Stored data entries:
▬▬▬▬▬▬▬▬▬▬

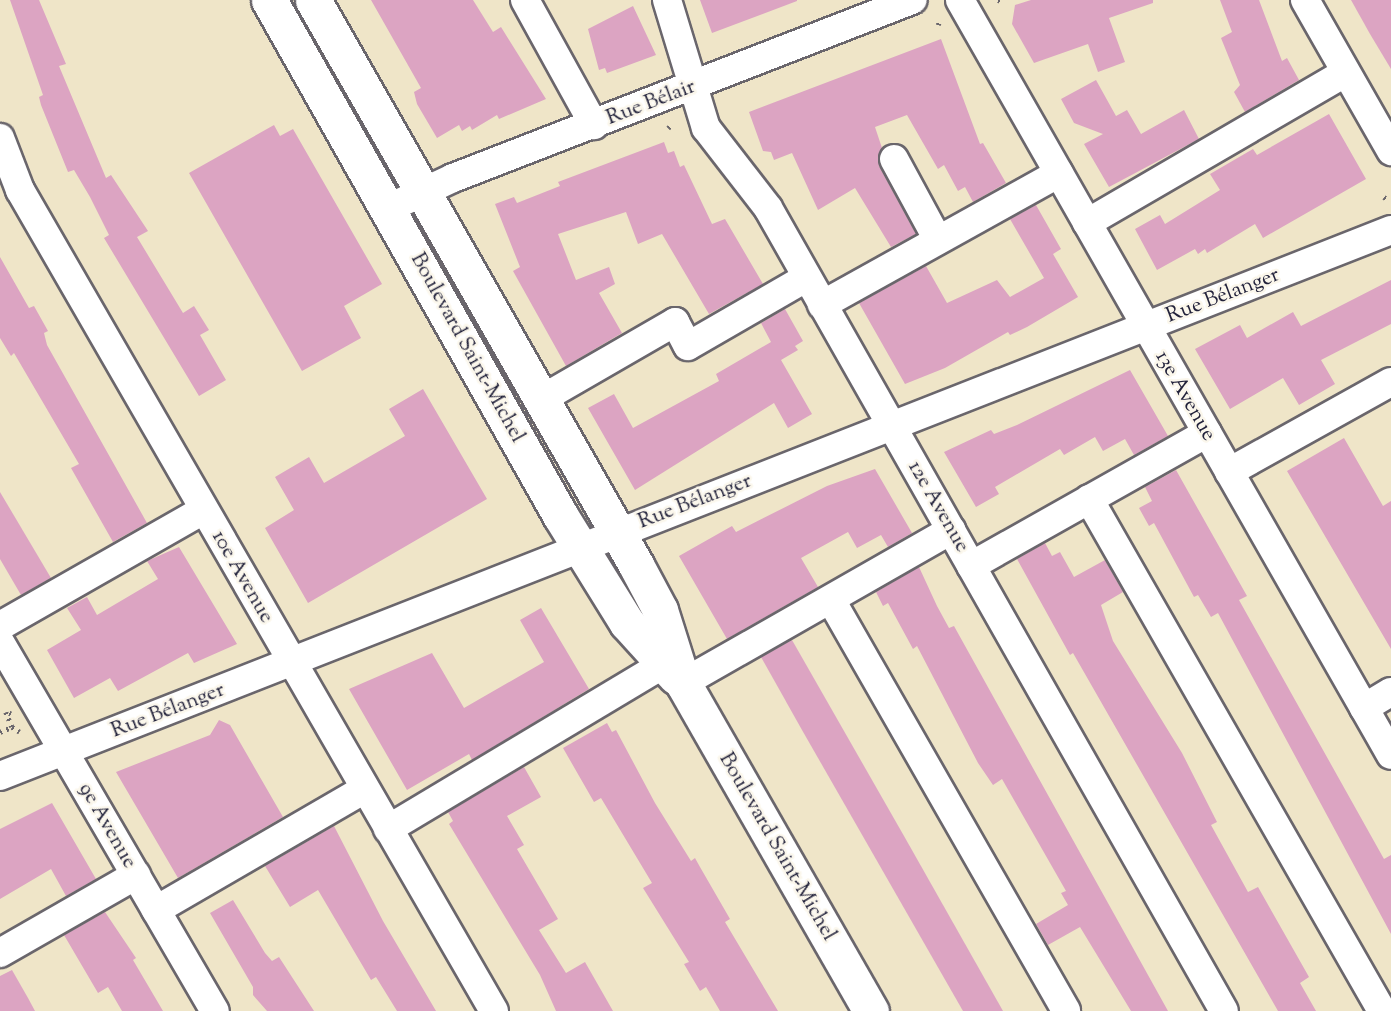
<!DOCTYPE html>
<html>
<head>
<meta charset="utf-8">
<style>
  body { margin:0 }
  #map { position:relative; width:1391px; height:1011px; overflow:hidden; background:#efe5c8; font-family:"Sorts Mill Goudy",serif }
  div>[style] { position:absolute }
  .building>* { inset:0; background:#dca4c2 }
  .path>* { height:4.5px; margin-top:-2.25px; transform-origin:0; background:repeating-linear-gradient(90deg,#6a666c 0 2px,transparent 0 7px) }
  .roads { filter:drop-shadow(2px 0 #6a666c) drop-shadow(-2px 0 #6a666c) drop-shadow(0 2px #6a666c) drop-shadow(0 -2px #6a666c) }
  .minor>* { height:28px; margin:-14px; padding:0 14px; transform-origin:14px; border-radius:14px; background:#fff }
  .major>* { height:35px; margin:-17.5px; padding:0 17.5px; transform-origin:17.5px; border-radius:17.5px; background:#fff }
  span { translate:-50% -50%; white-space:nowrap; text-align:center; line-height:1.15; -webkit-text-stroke:5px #fbf7ec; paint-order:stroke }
  .street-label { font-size:21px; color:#22223b }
</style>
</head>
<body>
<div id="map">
  <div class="building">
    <div style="clip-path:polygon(10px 0,39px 0,66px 64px,59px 66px,106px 178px,111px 175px,148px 231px,137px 237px,183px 313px,194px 306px,209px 330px,200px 335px,226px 380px,199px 396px,104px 238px,109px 235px,90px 197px,74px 170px,68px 172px,41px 105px,39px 97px,43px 95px)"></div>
    <div style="clip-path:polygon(371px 0,473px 0,493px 32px,501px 27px,546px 99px,499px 119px,497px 115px,472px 130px,470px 126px,462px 131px,459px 125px,437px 138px,417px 104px,414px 92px,421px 88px)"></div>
    <div style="clip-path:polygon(700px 0,797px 0,797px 1px,712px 33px)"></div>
    <div style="clip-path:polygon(1031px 0,1153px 0,1153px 3px,1109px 18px,1125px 62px,1098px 72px,1088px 44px,1034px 63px,1012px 24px,1015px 5px)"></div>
    <div style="clip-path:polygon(1220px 0,1259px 0,1282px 61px,1287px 58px,1299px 80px,1245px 112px,1234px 92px,1240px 85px,1221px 38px,1232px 32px)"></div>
    <div style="clip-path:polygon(1351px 0,1391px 0,1391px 69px,1370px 34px)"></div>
    <div style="clip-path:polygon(633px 6px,656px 55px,607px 73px,605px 68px,599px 70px,588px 29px)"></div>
    <div style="clip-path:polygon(941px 39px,980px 144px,983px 143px,1006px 183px,973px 202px,965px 187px,958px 191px,944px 165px,938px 169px,907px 115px,875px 127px,882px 148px,879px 166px,916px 234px,891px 247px,855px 188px,818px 210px,792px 153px,774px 160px,771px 152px,763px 151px,749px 112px)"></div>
    <div style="clip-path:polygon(1096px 80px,1116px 116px,1127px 110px,1141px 134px,1184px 110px,1199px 139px,1109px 187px,1084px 144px,1103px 134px,1074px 123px,1061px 99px)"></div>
    <div style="clip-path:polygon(1329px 114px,1366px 179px,1263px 238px,1255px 224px,1207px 253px,1205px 249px,1198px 254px,1195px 249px,1157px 270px,1135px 229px,1160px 215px,1165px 224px,1220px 190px,1210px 174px,1253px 149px,1257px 155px)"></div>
    <div style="clip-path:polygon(274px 125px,280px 136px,293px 129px,382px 284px,344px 306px,361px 338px,302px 371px,189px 173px)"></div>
    <div style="clip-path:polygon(664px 142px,668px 153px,674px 151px,680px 167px,684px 165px,712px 224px,725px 219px,763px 284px,709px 314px,662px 234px,638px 244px,626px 212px,558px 234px,576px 280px,609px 267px,615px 284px,599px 293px,622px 333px,566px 366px,513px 271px,520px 267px,495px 204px,514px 197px,517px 203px,560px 186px,558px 182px)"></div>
    <div style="clip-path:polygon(1036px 205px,1061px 249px,1053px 254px,1078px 297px,1027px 327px,1010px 335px,1008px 332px,945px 368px,905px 384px,859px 303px,926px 266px,947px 303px,997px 280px,1010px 297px,1044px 278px,1010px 219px)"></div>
    <div style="clip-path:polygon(0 257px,29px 308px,34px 306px,48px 331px,44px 333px,47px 345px,147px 523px,113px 542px,71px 468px,79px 464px,14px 353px,11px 356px,0 338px)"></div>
    <div style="clip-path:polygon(1391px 280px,1391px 324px,1321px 360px,1335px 384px,1299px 405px,1283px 378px,1230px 409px,1195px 349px,1240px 325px,1247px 338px,1293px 312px,1301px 326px)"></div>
    <div style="clip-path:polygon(785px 309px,803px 341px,795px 346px,798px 350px,781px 360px,812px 414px,788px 428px,774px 403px,635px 490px,588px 408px,614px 394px,633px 428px,719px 381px,716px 374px,771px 342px,761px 323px)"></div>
    <div style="clip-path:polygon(1130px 370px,1168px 436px,1134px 455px,1125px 439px,1103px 451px,1095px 437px,1064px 455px,1060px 449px,995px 487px,999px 494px,976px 507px,944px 452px,991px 430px,994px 434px,1017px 425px)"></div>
    <div style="clip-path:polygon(423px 389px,487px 499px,308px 603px,265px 528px,294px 510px,275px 477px,309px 457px,324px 483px,405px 436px,389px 409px)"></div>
    <div style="clip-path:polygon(1344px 438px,1383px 506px,1391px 501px,1391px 649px,1287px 471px)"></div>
    <div style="clip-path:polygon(875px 469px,912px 533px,888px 547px,881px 535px,857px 548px,848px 532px,801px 558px,818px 587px,727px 639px,679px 556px,732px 526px,736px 532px,827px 486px)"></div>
    <div style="clip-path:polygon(1176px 470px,1247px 596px,1239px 600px,1384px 859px,1391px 855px,1391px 934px,1218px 613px,1211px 617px,1198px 595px,1194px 597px,1154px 523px,1149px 526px,1139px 508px,1152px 501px,1145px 487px)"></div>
    <div style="clip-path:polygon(0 492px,51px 578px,21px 595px,0 559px)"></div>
    <div style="clip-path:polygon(1045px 543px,1052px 556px,1060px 552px,1074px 577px,1105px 560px,1123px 592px,1101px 605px,1113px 641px,1182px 753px,1217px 822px,1211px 825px,1248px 892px,1258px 887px,1309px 977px,1300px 983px,1316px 1011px,1278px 1011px,1073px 653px,1070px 655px,1017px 559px)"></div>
    <div style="clip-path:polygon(179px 547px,237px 644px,194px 663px,188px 653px,118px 691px,110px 678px,74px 698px,47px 650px,81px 630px,67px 608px,87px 597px,97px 615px,158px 579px,147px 561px)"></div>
    <div style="clip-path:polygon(919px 567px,937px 606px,949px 628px,954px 626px,1168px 1011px,1131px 1011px,1080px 927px,1048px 945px,1036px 924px,1068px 905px,1061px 893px,1066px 891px,1002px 779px,993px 785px,978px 763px,917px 646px,913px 649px,888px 603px,883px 606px,876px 592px)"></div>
    <div style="clip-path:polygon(541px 608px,589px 689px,472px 760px,469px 754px,407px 790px,349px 689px,432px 653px,464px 708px,544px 662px,520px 620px)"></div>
    <div style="clip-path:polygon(792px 640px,904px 836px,1003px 1011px,963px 1011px,802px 730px,761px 657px)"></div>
    <div style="clip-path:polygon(219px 720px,230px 725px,283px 817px,178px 878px,116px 772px,210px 735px)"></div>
    <div style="clip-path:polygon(607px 723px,612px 732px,616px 730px,655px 803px,691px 861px,695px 858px,700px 867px,730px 919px,725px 922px,778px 1011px,720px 1011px,706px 987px,700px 991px,684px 964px,689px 962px,643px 888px,652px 883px,601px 798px,594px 802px,563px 748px)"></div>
    <div style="clip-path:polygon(524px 767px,541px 797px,507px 816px,524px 845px,517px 849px,558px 919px,539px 930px,566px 973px,585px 962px,613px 1011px,556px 1011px,540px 975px,449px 824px,453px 821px,448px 812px)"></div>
    <div style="clip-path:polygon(52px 803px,96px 879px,66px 896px,51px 869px,0 899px,0 829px)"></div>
    <div style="clip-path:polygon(334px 826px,383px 921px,436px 1011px,397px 1011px,376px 977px,371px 980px,318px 890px,290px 907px,265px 866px)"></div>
    <div style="clip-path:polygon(233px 900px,265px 953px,272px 961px,279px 957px,314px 1011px,267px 1011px,253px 995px,253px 987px,210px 913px)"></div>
    <div style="clip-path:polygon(105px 912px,136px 958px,133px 960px,163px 1011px,122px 1011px,108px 987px,98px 993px,64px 935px)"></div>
    <div style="clip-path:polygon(12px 970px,28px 998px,35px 1011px,0 1011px,0 976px)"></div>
  </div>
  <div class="path">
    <div style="left:998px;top:0;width:3px;rotate:18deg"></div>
    <div style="left:938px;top:25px;width:3px;rotate:-72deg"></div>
    <div style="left:668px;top:128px;width:3px;rotate:-45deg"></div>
    <div style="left:1384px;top:197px;width:4px;rotate:34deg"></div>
    <div style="left:11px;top:714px;width:5px;rotate:-158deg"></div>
    <div style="left:6px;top:712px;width:16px;rotate:68deg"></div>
    <div style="left:12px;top:727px;width:9px;rotate:32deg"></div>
    <div style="left:0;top:732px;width:13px;rotate:-23deg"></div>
  </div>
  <div class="roads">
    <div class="minor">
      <div style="left:525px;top:0;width:143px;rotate:61.1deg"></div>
      <div style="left:667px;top:0;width:134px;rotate:73.1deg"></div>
      <div style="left:706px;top:128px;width:101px;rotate:52.2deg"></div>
      <div style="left:768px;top:208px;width:923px;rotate:60.41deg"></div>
      <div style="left:960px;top:0;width:869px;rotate:60.28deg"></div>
      <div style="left:1305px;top:0;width:174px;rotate:60.3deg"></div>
      <div style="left:0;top:138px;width:56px;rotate:69deg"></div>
      <div style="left:20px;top:190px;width:948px;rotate:60deg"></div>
      <div style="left:894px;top:159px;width:92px;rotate:61.5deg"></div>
      <div style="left:389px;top:208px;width:71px;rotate:-25.1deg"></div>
      <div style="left:453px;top:178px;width:493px;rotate:-21.2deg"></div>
      <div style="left:1087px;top:223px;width:298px;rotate:-30.2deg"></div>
      <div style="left:822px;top:305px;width:271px;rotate:-29.1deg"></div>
      <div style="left:540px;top:400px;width:156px;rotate:-30deg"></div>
      <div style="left:675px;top:322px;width:27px;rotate:62deg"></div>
      <div style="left:688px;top:346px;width:136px;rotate:-30deg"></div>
      <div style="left:1229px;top:472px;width:185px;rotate:-29.1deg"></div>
      <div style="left:1089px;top:499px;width:590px;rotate:60.22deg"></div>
      <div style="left:971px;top:566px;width:271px;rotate:-29.4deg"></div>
      <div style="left:831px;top:600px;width:473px;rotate:60.2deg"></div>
      <div style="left:0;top:626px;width:234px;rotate:-29.7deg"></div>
      <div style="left:0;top:642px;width:427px;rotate:59.8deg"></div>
      <div style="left:683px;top:683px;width:309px;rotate:-29.7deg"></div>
      <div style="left:1364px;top:708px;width:31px;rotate:-31deg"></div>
      <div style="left:0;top:776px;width:1494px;rotate:-21.43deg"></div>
      <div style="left:388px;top:829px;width:322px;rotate:-30.9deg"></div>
      <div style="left:156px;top:910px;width:241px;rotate:-30.1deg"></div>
      <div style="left:0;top:953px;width:157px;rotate:-29.8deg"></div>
    </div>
    <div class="major">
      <div style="left:269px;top:0;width:592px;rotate:60.53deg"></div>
      <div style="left:560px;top:515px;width:127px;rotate:58.2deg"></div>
      <div style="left:627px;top:623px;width:72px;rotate:47.8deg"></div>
      <div style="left:313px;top:0;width:651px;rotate:60.24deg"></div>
      <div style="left:636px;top:565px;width:51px;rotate:61.9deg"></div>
      <div style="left:660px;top:610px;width:77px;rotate:72.5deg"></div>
      <div style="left:683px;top:683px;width:378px;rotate:60.2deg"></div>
    </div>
  </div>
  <div class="street-label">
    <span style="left:651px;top:103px;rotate:-21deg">Rue Bélair</span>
    <span style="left:1223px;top:296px;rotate:-21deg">Rue Bélanger</span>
    <span style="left:467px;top:348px;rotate:61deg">Boulevard Saint-Michel</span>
    <span style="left:1185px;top:396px;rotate:60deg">13e Avenue</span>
    <span style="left:695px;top:502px;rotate:-21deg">Rue Bélanger</span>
    <span style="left:938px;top:507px;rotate:60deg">12e Avenue</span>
    <span style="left:242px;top:577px;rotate:60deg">10e Avenue</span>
    <span style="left:168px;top:711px;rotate:-21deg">Rue Bélanger</span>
    <span style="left:107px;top:826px;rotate:60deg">9e Avenue</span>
    <span style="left:777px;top:847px;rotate:60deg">Boulevard Saint-Michel</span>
  </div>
</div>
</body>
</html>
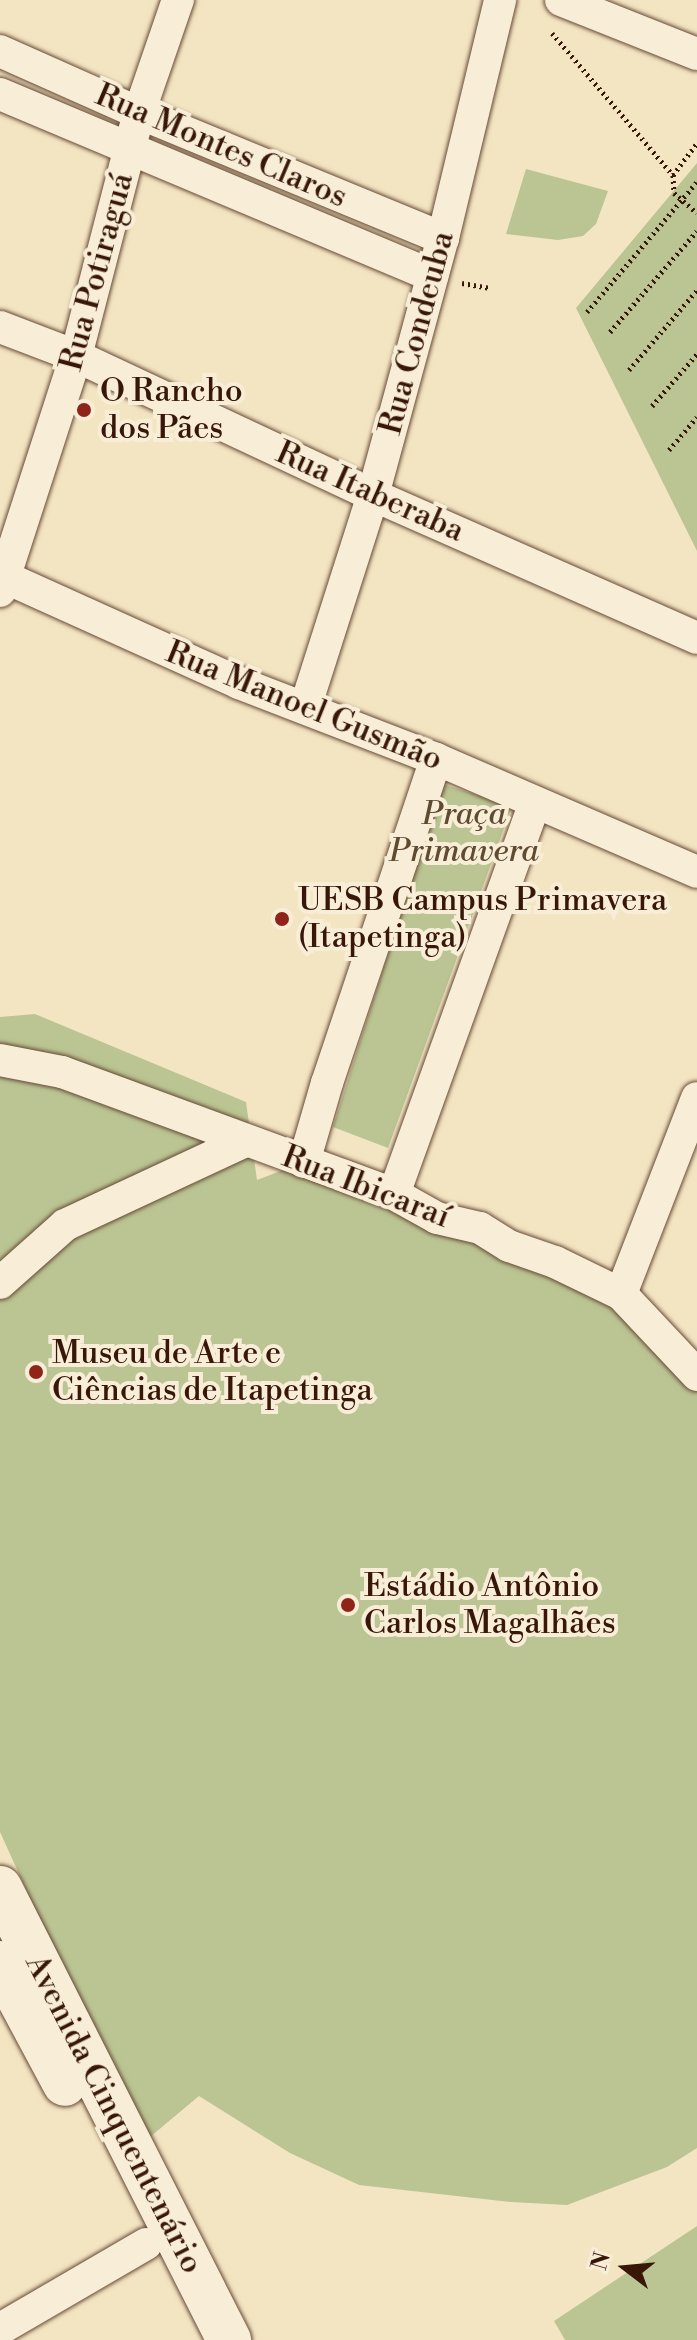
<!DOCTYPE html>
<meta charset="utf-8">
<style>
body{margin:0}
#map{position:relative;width:697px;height:2340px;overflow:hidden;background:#f4e5c2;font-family:"Libre Bodoni",serif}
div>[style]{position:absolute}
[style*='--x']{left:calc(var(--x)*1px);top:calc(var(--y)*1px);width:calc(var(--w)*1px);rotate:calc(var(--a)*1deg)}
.green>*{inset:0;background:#bbc593}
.path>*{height:5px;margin-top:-2.5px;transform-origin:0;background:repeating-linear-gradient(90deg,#381709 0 2px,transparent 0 6px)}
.roads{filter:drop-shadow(0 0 2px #674a37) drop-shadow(0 0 2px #674a37)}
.street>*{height:32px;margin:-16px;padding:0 16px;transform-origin:16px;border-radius:16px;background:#f8eed7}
.secondary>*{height:44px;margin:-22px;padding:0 22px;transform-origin:22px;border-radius:22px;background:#f8eed7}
.dots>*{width:22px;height:22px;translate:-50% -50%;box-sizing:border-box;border:4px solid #f8eed7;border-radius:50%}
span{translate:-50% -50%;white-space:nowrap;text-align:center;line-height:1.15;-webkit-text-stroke:8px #f8eed7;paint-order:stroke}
.street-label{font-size:32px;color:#381709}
.poi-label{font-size:32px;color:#381709}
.left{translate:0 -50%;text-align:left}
.park-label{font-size:32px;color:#5f4b32;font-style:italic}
.north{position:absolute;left:585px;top:2228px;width:80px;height:80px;-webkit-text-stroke:6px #f8eed7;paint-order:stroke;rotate:286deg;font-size:22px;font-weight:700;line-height:32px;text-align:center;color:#381709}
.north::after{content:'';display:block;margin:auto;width:28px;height:36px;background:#381709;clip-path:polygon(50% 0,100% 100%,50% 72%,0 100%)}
</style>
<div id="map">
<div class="green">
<div style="clip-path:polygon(697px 163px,697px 551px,576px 308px)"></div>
<div style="clip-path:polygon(526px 169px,608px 191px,596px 224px,583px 236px,558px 240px,506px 234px)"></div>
<div style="clip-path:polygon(442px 784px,512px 806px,388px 1148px,333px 1127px)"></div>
<div style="clip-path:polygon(35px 1014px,246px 1102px,257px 1180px,304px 1162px,394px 1194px,464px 1209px,516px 1231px,621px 1294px,697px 1378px,697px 2148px,667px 2167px,567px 2205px,511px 2202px,359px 2185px,290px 2153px,199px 2096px,150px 2137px,54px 1951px,0 1832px,0 1017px)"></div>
<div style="clip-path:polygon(697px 2226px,697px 2340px,565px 2340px,554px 2321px)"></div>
</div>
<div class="path">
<div style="--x:552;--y:33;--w:187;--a:49.6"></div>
<div style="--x:673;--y:175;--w:18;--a:87"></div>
<div style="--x:674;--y:193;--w:30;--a:41"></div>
<div style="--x:673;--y:175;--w:40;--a:-53"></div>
<div style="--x:462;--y:283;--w:27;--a:10"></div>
<div style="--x:587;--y:312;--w:170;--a:-49.8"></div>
<div style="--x:610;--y:332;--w:133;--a:-49.3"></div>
<div style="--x:629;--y:370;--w:105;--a:-49.6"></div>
<div style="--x:652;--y:406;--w:69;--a:-49.1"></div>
<div style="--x:669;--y:450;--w:43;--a:-49.7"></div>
</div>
<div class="roads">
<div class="street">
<div style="--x:561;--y:0;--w:146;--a:21.7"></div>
<div style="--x:0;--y:51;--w:152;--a:24"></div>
<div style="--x:139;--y:113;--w:329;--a:22.4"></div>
<div style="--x:0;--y:94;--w:469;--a:22.8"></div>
<div style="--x:0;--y:327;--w:81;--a:20.9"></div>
<div style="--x:76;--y:356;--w:328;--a:25.1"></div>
<div style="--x:373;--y:495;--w:354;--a:23.8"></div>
<div style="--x:0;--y:575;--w:262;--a:24.3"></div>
<div style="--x:239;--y:683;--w:211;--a:21.1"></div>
<div style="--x:436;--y:759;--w:284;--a:23.4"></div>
<div style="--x:0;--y:591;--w:247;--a:-72.1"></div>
<div style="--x:76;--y:356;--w:251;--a:-75.5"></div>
<div style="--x:139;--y:113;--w:120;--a:-71"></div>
<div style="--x:305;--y:708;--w:224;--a:-72.3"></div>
<div style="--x:373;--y:495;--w:266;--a:-74.8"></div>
<div style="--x:443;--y:238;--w:245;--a:-76.5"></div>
<div style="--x:0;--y:1060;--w:63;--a:11"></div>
<div style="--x:62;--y:1072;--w:354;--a:20.2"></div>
<div style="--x:394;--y:1194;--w:49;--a:29.2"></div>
<div style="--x:437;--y:1218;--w:44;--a:13.1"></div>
<div style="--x:480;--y:1228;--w:34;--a:32"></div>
<div style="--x:509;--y:1246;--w:49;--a:19.2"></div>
<div style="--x:555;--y:1262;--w:73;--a:25.9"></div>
<div style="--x:621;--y:1294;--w:111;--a:46.8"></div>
<div style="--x:304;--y:1162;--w:82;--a:-73.8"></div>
<div style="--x:327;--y:1083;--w:342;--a:-71.4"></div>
<div style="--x:394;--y:1194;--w:416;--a:-70.2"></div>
<div style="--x:0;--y:1283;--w:87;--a:-41.7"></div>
<div style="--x:65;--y:1225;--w:196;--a:-25"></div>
<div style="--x:621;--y:1294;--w:210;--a:-68.8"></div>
<div style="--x:0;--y:2329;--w:169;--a:-30.2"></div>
</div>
<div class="secondary">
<div style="--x:0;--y:1888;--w:507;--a:63.13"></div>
<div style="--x:0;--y:1963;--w:137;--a:61.8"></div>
</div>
</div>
<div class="dots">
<div style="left:84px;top:410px;background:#8f2418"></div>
<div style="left:282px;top:919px;background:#8f2418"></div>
<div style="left:36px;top:1372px;background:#8f2418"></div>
<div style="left:348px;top:1605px;background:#8f2418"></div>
</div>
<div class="street-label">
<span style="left:221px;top:146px;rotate:23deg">Rua Montes Claros</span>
<span style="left:97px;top:272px;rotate:-75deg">Rua Potiraguá</span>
<span style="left:417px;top:333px;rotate:-75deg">Rua Condeuba</span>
<span style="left:370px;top:492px;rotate:24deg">Rua Itaberaba</span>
<span style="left:304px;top:706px;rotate:22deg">Rua Manoel Gusmão</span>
<span style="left:366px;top:1187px;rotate:21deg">Rua Ibicaraí</span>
<span style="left:114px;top:2114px;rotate:63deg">Avenida Cinquentenário</span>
</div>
<div class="poi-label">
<span class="left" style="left:100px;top:410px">O Rancho<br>dos Pães</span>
<span class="left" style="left:298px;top:919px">UESB Campus Primavera<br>(Itapetinga)</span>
<span class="left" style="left:52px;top:1372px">Museu de Arte e<br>Ciências de Itapetinga</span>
<span class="left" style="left:364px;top:1605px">Estádio Antônio<br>Carlos Magalhães</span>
</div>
<div class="park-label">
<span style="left:464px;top:833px">Praça<br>Primavera</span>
</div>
<div class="north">N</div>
</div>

▬▬▬▬▬▬▬▬▬▬

DIRECTIONS: Where a line in the entries holds "drop", copy that line.

ANSWER TO THIS EXERCISE:
  .roads { filter:drop-shadow(2px 0 #6a666c) drop-shadow(-2px 0 #6a666c) drop-shadow(0 2px #6a666c) drop-shadow(0 -2px #6a666c) }
.roads{filter:drop-shadow(0 0 2px #674a37) drop-shadow(0 0 2px #674a37)}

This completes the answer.